Sprawdzamy wypowiedzi polityków i osób publicznych pojawiające się w przestrzeni medialnej i internetowej. Wybieramy wypowiedzi istotne dla debaty publicznej, weryfikujemy zawarte w nich informacje i przydzielamy jedną z pięciu kategorii ocen.
Czy politycy PiS czekają na wyrok TK krócej niż obywatele?
Czy politycy PiS czekają na wyrok TK krócej niż obywatele?
![]()
Trybunał Konstytucyjny w ubiegłym roku wydał 25 wyroków, z czego 13 to wyroki na zamówienie Prawa i Sprawiedliwości: obrony Glapińskiego, obrony Kamińskiego i Wąsika, samego Święczkowskiego. Kiedyś było 70-80 wyroków rocznie. Dzisiaj obywatel czeka 2 lata na rozpatrzenie swojej sprawy przez Trybunał Konstytucyjny, PiS załatwia sprawy z Trybunałem w 2 tygodnie.
- W 2024 roku TK wydał 25 wyroków. Szymon Hołownia nie sprecyzował, które wyroki miałyby zostać wydane „na zamówienie PiS”. Jeżeli przyjmie się założenie, że miał na myśli wnioski złożone przez posłów PiS, prezydenta Dudę, KRS, (której legalność kwestionuje obóz rządzący) oraz wniosek złożony przez Małgorzatę Manowską, prezes SN (według której działania rządu Donalda Tuska to atak na niezależność sądów), to jest ich rzeczywiście 13.
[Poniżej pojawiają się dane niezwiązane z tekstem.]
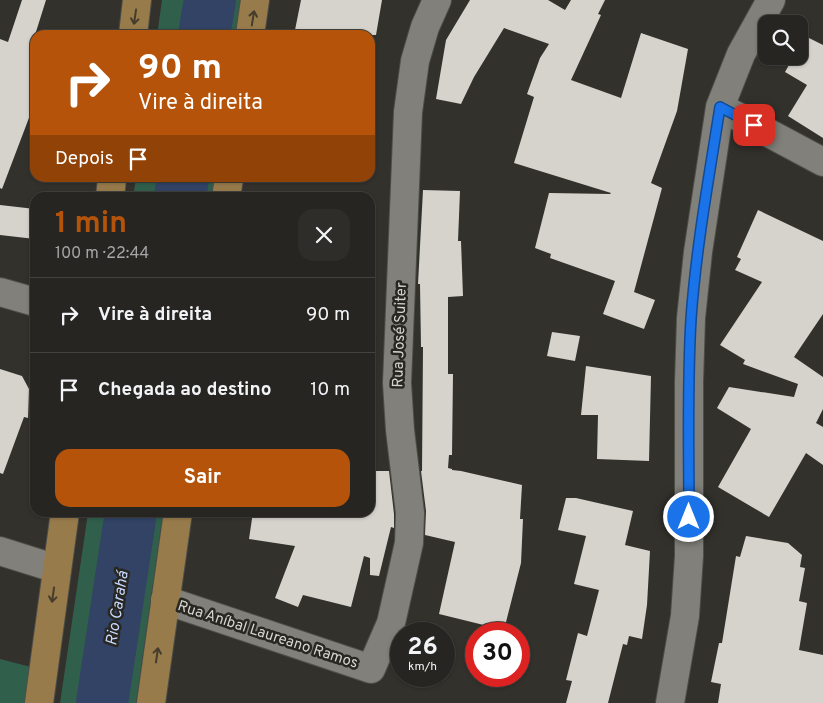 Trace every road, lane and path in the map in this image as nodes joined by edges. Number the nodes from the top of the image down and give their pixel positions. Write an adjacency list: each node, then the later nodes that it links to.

- W latach 1997–2015 średnia liczba wyroków TK wynosiła 66 rocznie, rekordową liczbę 104 wyroków Trybunał wydał w 2006 roku. Od 2016 roku liczba wyroków zaczęła wyraźnie spadać – w latach 2016–2024 publikowano co roku średnio 27 wyroków.
- Skargi konstytucyjne, w których sprawie wydano wyroki w ubiegłym roku, były rozpatrywane przez Trybunał średnio ponad 3,5 roku. Politycy i osoby z obozu politycznego PiS przeciętnie czekali na wyrok TK ok. 18 tygodni. Średnia dla 13 wyroków, o których mówi Szymon Hołownia, wynosi z kolei prawie 34 tygodnie.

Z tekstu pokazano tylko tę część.